> [PROVIDED INFORMATION]
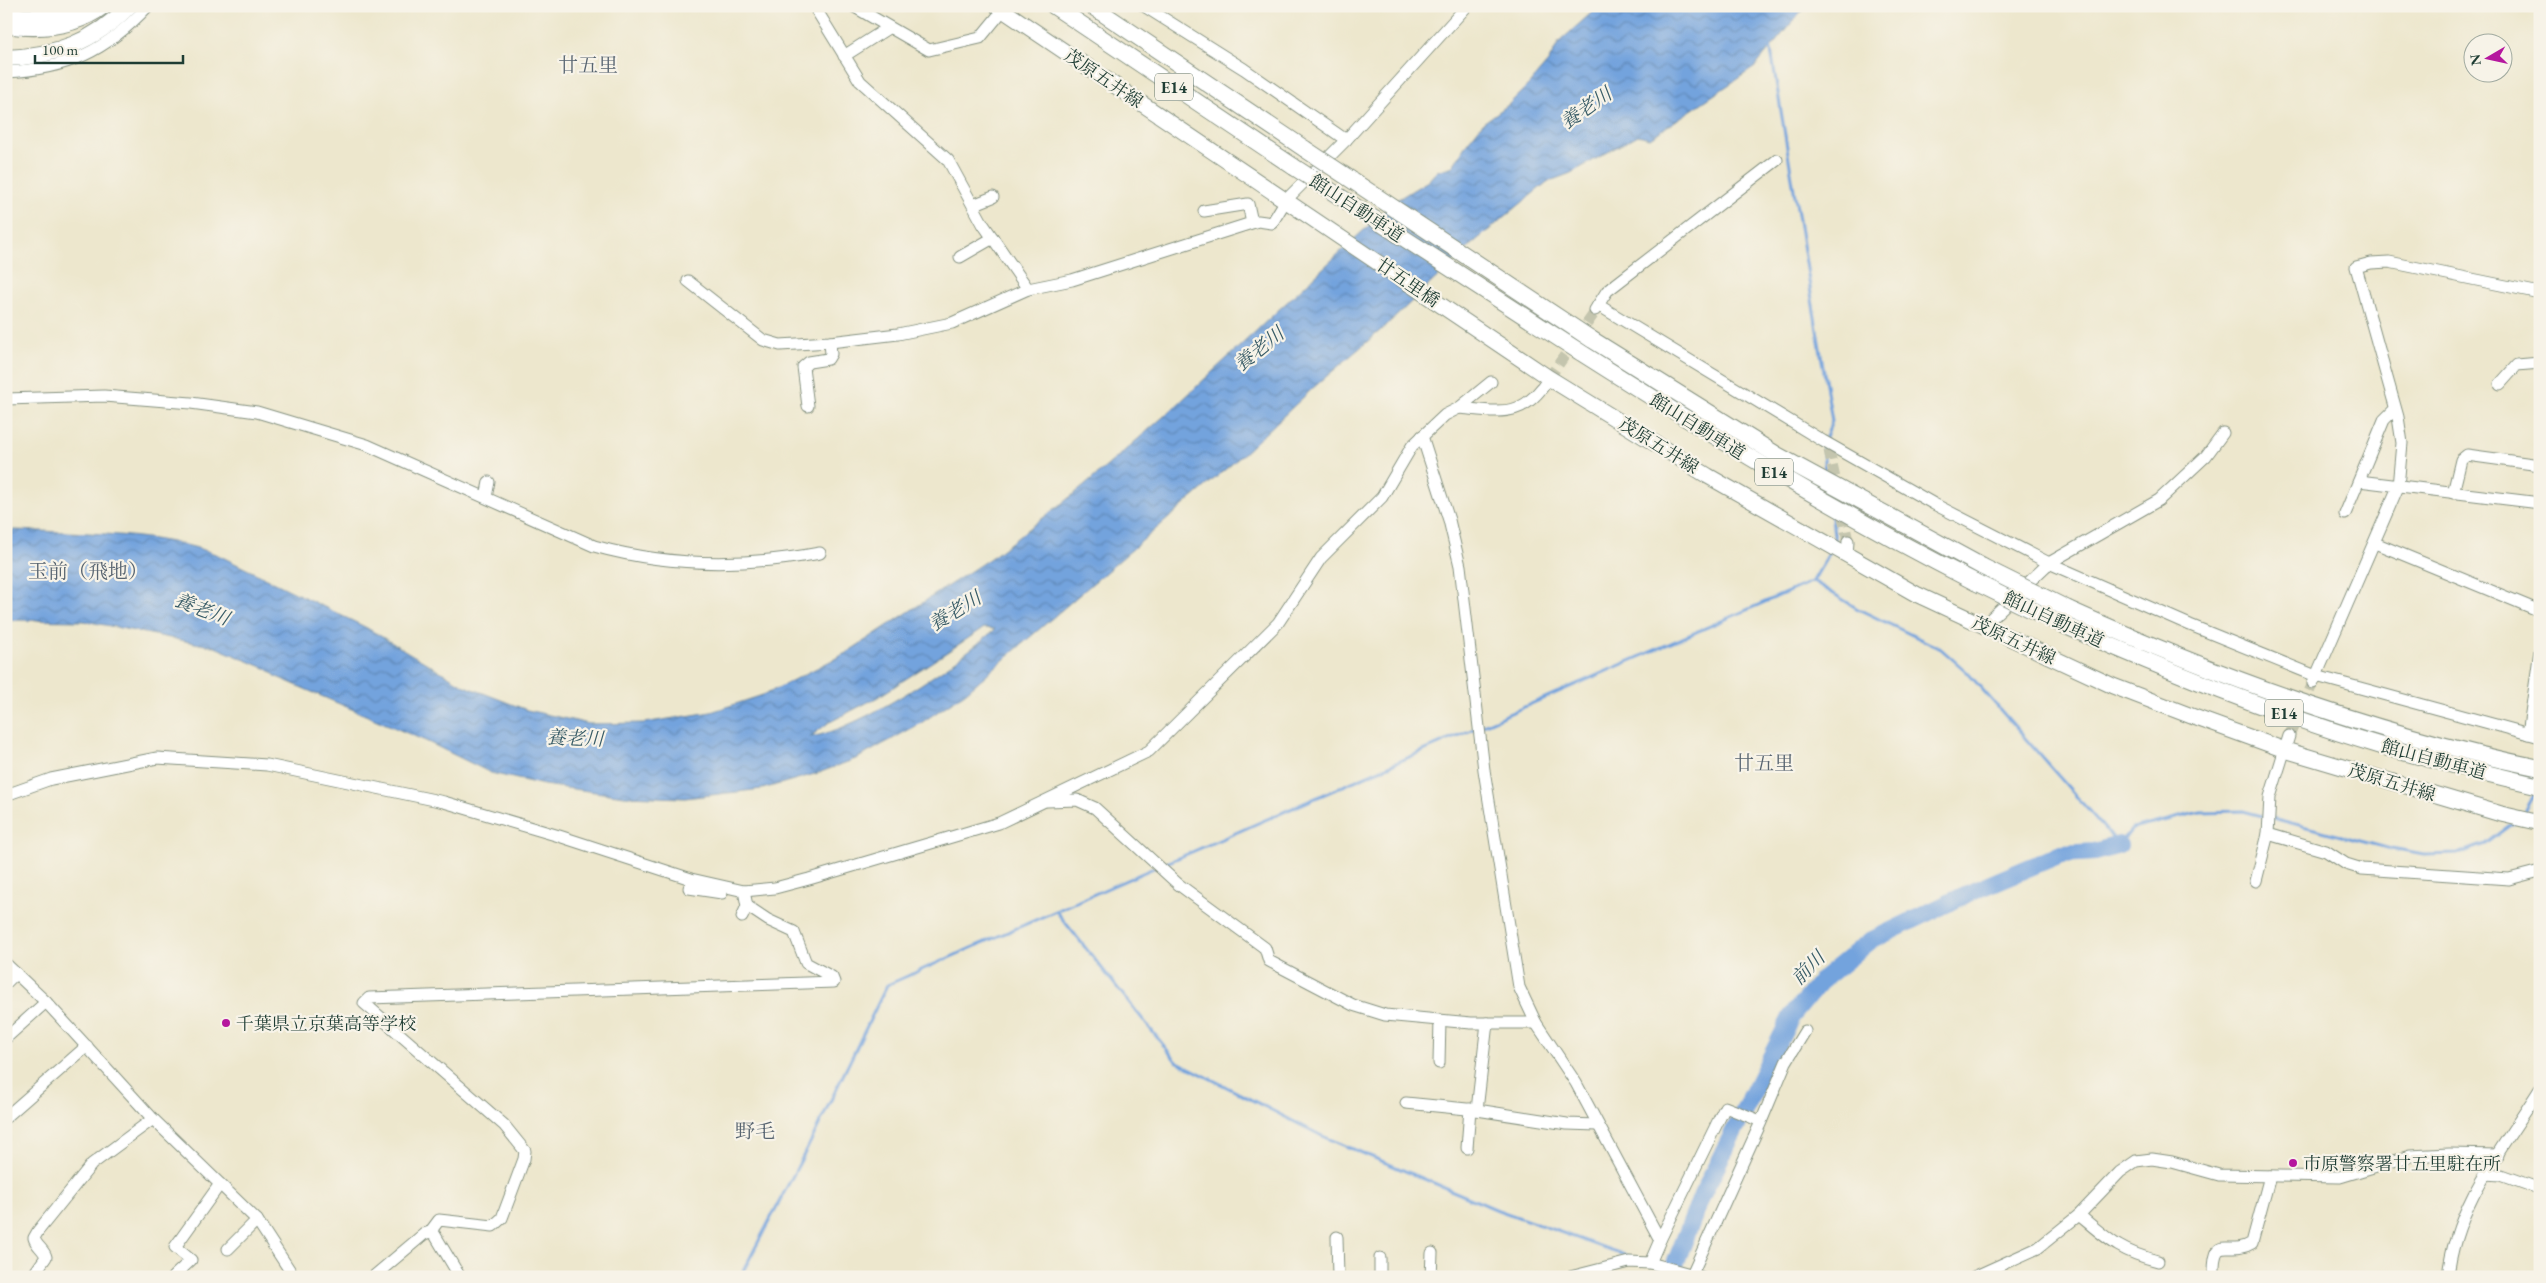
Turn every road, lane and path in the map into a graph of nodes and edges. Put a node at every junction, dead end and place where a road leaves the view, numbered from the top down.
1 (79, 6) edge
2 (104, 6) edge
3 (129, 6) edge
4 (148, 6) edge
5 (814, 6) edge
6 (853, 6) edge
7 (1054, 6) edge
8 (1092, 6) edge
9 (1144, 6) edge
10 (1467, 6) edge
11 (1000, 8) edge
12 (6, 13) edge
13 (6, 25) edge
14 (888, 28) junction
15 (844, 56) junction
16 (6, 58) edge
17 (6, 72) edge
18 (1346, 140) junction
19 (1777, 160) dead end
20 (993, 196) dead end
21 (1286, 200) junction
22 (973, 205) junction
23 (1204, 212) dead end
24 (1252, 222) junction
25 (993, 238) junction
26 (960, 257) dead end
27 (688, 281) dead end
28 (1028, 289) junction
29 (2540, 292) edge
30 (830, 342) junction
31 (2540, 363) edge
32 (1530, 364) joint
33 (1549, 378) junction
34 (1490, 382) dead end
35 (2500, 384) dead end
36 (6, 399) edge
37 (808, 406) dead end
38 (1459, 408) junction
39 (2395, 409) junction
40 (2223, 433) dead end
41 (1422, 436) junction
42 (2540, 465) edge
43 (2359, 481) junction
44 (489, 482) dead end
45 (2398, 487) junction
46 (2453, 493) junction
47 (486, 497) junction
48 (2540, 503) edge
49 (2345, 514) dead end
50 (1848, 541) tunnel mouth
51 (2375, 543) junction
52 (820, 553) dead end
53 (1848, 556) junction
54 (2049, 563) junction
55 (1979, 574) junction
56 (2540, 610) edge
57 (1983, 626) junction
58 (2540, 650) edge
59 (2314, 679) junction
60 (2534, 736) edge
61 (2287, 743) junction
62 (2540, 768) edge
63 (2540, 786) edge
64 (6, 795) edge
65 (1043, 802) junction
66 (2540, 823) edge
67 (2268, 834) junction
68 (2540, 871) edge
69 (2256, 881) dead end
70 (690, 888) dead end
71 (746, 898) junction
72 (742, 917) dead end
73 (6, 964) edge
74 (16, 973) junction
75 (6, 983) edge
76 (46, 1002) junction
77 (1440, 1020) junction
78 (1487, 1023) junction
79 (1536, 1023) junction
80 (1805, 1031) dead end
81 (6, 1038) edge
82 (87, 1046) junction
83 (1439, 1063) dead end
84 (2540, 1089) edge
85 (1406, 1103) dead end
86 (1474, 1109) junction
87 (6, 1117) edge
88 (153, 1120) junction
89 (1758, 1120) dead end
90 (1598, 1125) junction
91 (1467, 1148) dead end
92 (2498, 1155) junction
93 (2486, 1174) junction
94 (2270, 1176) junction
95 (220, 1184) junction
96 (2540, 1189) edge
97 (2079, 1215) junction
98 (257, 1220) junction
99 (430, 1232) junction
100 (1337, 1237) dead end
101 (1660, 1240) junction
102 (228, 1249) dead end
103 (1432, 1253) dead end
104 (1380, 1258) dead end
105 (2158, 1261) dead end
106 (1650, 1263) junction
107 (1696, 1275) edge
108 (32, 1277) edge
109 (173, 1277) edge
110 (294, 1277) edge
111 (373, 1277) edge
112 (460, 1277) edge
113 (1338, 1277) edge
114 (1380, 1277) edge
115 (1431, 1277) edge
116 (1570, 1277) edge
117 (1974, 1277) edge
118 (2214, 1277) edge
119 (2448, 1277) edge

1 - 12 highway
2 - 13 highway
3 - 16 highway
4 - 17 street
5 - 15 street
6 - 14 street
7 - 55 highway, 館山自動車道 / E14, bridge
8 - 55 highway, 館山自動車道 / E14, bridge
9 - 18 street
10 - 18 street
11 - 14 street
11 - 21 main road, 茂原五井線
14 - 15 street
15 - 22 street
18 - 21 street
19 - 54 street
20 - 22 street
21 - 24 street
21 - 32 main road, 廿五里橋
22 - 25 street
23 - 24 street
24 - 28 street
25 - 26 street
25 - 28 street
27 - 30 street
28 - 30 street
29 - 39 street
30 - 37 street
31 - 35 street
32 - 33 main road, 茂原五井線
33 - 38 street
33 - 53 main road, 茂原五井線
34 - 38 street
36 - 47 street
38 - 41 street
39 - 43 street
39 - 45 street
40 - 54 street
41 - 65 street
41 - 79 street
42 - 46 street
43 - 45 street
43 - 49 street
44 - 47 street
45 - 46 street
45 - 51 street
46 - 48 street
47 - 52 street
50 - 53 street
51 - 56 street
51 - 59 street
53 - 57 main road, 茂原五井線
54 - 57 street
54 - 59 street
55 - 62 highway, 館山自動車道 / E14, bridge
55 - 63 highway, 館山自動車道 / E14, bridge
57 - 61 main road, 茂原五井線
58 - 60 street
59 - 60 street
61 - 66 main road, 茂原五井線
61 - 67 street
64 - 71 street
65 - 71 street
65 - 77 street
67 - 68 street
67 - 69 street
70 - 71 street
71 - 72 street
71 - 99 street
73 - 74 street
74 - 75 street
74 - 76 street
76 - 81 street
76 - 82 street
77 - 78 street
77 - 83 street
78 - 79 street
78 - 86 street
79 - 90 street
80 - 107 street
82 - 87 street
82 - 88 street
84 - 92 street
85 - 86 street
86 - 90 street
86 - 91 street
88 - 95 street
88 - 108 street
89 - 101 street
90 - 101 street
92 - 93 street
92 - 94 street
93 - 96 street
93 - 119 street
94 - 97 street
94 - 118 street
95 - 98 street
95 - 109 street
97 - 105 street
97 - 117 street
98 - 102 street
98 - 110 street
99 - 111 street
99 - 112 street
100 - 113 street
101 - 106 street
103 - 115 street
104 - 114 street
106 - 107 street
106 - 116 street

> [YOUR INSTRUCTIONS] Copy out every line in the listing where the word "highway" appears.

> [ANSWER FOR THIS EXERCISE]
1 - 12 highway
2 - 13 highway
3 - 16 highway
7 - 55 highway, 館山自動車道 / E14, bridge
8 - 55 highway, 館山自動車道 / E14, bridge
55 - 62 highway, 館山自動車道 / E14, bridge
55 - 63 highway, 館山自動車道 / E14, bridge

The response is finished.